上述の実施形態では、切削部6の段差面6aが通路1の内面1aに対して垂直な平面状に形成されたものを例示したが、段差面6aの形状,面勾配,曲率等はこれに限定されない。切削部6の拡張面6bについても同様である。
例えば、図11(a)に示すように、内面1aに対する垂直断面において、段差面6aと内面1aとのなす角を鋭角に形成してもよいし、これとは反対に、鈍角に形成してもよい。また、図11(b)に示すように、拡張面6bと端面1bとのなす角を鋭角に形成してもよいし、反対に鈍角に形成してもよい。なお、上記のイオンミリング装置16を用いて切削部6を切削形成する場合には、通路形成部材7の回転軸の向きを法線Kとは異なる向きに変更することで切削方向を調節可能である。

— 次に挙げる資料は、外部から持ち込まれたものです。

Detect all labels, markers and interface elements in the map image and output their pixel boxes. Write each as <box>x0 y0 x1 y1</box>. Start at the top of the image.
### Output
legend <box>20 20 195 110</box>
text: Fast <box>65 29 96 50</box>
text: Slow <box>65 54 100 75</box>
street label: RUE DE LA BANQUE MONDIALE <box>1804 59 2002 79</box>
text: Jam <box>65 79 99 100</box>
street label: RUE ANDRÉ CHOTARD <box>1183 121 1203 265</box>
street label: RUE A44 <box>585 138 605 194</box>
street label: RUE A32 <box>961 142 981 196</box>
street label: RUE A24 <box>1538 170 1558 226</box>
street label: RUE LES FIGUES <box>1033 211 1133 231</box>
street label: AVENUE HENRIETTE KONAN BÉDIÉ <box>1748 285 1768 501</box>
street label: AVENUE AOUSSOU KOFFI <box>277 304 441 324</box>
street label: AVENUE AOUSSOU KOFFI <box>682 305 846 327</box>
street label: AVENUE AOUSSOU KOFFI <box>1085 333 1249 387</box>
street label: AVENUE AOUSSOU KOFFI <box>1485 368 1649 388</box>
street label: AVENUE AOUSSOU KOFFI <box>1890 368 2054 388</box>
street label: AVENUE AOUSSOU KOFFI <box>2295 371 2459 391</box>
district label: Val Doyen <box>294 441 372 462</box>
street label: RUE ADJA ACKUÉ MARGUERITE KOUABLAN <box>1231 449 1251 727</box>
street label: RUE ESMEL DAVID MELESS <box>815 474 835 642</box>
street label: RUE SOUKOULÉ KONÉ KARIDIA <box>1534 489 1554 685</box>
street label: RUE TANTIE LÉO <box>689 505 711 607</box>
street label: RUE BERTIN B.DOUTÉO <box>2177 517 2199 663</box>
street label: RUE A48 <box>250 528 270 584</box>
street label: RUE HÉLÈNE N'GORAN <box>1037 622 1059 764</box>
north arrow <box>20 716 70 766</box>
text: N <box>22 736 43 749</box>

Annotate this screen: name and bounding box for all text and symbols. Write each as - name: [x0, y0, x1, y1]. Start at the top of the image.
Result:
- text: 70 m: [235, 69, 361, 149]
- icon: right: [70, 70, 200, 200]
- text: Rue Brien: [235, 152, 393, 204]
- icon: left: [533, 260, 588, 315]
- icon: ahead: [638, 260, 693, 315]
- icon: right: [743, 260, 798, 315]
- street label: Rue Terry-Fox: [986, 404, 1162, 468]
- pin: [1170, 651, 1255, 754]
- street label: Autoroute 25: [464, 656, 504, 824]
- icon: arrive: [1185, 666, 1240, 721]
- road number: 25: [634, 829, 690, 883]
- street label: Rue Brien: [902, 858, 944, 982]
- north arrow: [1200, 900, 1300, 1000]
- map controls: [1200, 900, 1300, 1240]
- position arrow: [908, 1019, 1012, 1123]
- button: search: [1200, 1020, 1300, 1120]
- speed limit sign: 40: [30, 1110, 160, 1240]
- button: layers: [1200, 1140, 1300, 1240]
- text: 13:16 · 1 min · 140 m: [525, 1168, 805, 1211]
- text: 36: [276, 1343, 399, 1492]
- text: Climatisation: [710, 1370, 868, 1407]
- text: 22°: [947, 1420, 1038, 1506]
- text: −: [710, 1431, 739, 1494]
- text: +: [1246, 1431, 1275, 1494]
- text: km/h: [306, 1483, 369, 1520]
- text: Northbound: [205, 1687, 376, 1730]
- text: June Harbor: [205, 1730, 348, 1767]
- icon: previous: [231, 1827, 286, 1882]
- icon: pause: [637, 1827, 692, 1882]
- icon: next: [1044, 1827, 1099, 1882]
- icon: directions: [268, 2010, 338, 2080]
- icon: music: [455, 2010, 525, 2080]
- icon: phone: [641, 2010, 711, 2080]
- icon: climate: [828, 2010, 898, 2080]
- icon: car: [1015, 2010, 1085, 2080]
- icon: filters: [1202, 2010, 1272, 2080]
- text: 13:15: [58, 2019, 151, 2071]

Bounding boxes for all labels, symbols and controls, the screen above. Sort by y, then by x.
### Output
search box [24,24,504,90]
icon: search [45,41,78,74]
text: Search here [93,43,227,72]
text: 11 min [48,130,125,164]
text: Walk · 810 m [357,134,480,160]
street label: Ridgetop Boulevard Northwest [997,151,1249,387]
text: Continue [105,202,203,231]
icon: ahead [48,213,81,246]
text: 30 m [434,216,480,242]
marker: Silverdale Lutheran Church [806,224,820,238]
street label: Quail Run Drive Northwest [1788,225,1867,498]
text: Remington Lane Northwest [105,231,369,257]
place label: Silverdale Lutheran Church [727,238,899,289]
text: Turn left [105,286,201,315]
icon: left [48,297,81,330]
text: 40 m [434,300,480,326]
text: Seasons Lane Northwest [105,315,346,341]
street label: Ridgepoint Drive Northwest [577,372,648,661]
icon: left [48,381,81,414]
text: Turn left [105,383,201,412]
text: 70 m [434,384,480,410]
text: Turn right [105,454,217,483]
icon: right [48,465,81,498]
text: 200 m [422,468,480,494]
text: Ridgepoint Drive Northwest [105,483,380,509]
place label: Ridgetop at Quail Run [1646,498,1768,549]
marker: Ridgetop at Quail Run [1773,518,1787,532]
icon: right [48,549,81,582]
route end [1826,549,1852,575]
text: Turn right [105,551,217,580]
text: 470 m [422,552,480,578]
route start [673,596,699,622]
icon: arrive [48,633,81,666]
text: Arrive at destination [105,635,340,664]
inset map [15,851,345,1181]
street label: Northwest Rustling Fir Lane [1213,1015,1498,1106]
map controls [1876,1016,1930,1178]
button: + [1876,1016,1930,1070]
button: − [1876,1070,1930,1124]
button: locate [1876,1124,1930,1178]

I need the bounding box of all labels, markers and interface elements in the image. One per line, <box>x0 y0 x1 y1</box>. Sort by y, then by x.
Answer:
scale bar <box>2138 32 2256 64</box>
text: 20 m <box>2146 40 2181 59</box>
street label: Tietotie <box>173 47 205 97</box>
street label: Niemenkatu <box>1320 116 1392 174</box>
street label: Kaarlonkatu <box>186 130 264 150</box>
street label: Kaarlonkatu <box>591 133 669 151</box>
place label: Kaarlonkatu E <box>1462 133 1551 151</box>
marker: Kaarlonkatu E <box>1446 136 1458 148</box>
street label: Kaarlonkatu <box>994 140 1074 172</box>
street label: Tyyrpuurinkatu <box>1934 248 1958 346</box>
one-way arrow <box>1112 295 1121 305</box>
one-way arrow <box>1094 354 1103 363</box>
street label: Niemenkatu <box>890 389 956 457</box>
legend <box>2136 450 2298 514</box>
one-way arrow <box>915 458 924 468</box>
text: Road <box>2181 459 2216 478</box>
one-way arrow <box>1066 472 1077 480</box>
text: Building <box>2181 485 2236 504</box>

また、上述の実施形態では、切削部6の段差面6aと拡張面6bとが略垂直に交差したものを例示したが、これらの面は明確に分離されていなくてもよい。すなわち、図11(c)に示すように、段差面6aと拡張面6bとが屈曲面で接続された形状であってもよい。また、図11(d)に示すように、拡張面6bが段差面6aと略同一平面状に形成されてもよい。つまり、拡張面6bは省略することができ、少なくとも段差面6aが拡幅部6に形成されていればよい。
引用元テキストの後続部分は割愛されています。